Pouco importa, essas mil mulheres jamais o apresentariam a esse tour céu-inferno do qual passamos tantas vezes. Não se arriscariam com ele e não supririam seus assédios mais intensos. Pouco importa, ele é o cara mais idiota da via láctea e eu a mulher mais burra que já esteve em sua cama antes. Por me envolver fervorosamente e por confundir esses seus cutucões com carinhos. Comecei bem. Eu só estava apaixonada pelo idiota mais charmoso desse mundo. Que me pagou meio copo de Whisky e já se achou no direito de me ganhar. Logo eu que sou tão perdida. Mas de uma coisa eu sei, de todas as meninas eu era a única mulher. A única. Porque eu fazia o que elas não faziam, eu o amava. Porra! Como amava. Porque era meu esse seu caráter, por mais sujo que ele seja. Tão meu que nem sei o que faz aí com elas, provavelmente mil coisas que não me inclua. Mas não me importa! Eu ando em linha reta. Reacendo chamas que a vida de mulheres como eu, apagou e afirmo: se eu consegui me apaixonar, garanto que qualquer um consegue, se eu que sou eu também amo - porra! - qualquer um ama também. 

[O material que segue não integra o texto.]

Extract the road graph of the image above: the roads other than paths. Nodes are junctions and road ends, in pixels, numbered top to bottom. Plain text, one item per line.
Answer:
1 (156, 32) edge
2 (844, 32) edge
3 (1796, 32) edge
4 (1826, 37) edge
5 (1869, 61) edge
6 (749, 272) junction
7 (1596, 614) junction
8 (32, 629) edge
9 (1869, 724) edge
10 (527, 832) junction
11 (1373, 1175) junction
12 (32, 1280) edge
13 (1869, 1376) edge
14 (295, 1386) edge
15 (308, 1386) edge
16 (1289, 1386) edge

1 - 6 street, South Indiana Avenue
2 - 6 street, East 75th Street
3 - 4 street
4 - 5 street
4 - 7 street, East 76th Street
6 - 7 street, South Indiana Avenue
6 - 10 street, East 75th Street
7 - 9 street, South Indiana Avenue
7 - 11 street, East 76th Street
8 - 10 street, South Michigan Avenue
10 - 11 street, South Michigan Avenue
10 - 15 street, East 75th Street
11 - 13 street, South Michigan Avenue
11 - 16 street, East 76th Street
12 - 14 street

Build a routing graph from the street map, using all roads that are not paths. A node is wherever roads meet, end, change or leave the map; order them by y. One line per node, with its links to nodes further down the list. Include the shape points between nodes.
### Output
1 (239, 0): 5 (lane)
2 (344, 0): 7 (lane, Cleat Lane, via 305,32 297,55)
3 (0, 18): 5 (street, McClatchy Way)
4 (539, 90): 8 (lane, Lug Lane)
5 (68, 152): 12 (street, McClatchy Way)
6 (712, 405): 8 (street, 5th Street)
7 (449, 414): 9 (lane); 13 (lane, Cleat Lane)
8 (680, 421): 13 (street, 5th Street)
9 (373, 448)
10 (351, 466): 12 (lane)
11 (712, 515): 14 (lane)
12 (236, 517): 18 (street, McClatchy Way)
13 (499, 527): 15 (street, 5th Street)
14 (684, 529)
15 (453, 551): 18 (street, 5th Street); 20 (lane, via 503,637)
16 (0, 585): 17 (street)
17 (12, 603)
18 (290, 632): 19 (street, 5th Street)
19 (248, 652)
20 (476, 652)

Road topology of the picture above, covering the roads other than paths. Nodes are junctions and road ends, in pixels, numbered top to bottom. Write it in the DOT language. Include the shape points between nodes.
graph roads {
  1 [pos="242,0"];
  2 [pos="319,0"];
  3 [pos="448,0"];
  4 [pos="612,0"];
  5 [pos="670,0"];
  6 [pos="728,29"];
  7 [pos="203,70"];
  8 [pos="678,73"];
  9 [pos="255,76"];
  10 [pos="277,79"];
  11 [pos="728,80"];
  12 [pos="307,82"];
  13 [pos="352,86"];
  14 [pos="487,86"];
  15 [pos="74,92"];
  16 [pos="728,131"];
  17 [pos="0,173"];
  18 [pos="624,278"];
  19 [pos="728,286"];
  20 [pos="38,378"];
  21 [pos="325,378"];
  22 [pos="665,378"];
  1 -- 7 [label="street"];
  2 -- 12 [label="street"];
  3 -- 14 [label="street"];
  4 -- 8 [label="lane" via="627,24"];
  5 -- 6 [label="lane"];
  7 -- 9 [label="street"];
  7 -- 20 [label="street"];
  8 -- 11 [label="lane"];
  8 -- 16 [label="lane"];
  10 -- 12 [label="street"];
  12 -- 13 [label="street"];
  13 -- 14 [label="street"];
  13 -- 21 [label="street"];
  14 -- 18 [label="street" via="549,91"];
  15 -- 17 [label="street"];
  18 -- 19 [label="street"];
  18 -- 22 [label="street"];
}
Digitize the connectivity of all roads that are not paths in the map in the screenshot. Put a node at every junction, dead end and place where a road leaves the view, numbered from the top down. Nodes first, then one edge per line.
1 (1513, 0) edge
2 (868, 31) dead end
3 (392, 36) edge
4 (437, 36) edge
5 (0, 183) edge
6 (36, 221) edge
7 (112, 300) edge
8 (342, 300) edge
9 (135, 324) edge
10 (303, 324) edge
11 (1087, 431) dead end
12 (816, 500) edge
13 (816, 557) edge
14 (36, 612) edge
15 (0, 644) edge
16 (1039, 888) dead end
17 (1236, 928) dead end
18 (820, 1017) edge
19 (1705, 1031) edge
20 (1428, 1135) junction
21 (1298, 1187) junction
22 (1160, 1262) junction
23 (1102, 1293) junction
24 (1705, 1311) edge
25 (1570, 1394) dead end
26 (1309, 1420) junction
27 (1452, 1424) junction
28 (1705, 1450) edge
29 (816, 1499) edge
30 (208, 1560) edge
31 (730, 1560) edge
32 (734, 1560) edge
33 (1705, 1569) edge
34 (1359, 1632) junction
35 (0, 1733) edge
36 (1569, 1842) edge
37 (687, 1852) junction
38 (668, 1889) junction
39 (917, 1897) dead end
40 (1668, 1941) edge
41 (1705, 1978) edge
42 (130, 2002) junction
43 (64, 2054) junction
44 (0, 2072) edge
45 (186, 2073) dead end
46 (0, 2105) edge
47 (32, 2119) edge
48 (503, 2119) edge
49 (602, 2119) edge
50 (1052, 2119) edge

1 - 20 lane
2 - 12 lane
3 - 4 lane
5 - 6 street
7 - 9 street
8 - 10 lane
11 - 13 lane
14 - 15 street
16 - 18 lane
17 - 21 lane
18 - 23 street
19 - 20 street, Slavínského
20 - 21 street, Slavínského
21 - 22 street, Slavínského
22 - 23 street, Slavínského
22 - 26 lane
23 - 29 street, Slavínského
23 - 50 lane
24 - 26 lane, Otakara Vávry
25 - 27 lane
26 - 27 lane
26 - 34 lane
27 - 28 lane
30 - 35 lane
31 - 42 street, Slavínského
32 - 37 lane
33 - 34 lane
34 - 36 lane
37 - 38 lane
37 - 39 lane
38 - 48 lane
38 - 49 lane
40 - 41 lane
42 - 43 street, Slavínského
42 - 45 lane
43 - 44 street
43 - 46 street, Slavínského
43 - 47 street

Ele se esquiva, não admite e não nega, mas eu sou boa. Sabe que eu sou boa. Mas isso não o torna menos idiota, ele é péssimo. Mas o amo, porra. Porra, o amo. Mais do que essas mulherzinhas 'more or less' que o rodeiam por interesse. Não interessa. Ninguém tem um palpite tão bom quanto o meu e nem entende de 'nada com nada' tão bem quanto eu. Ele é um idiota, grande idiota. E eu outra idiota. Por ainda sim querer ser a única idiota da sua cama, da sua vida. A única que prova da sua cafajestagem. Por entender perfeitamente de suas infinitas grosserias. Que pena, nenhuma vai ter um 'bom dia' tão mau-humorado quanto o meu, e nem o doce de leite mais gostoso do que o meu. Lamentável. Mas eu o amei, como nunca imaginei amar alguém do qual eu conhecesse na estrada. Um Cafajeste. O carinha que eu amo igual eu amo o meu cachorro.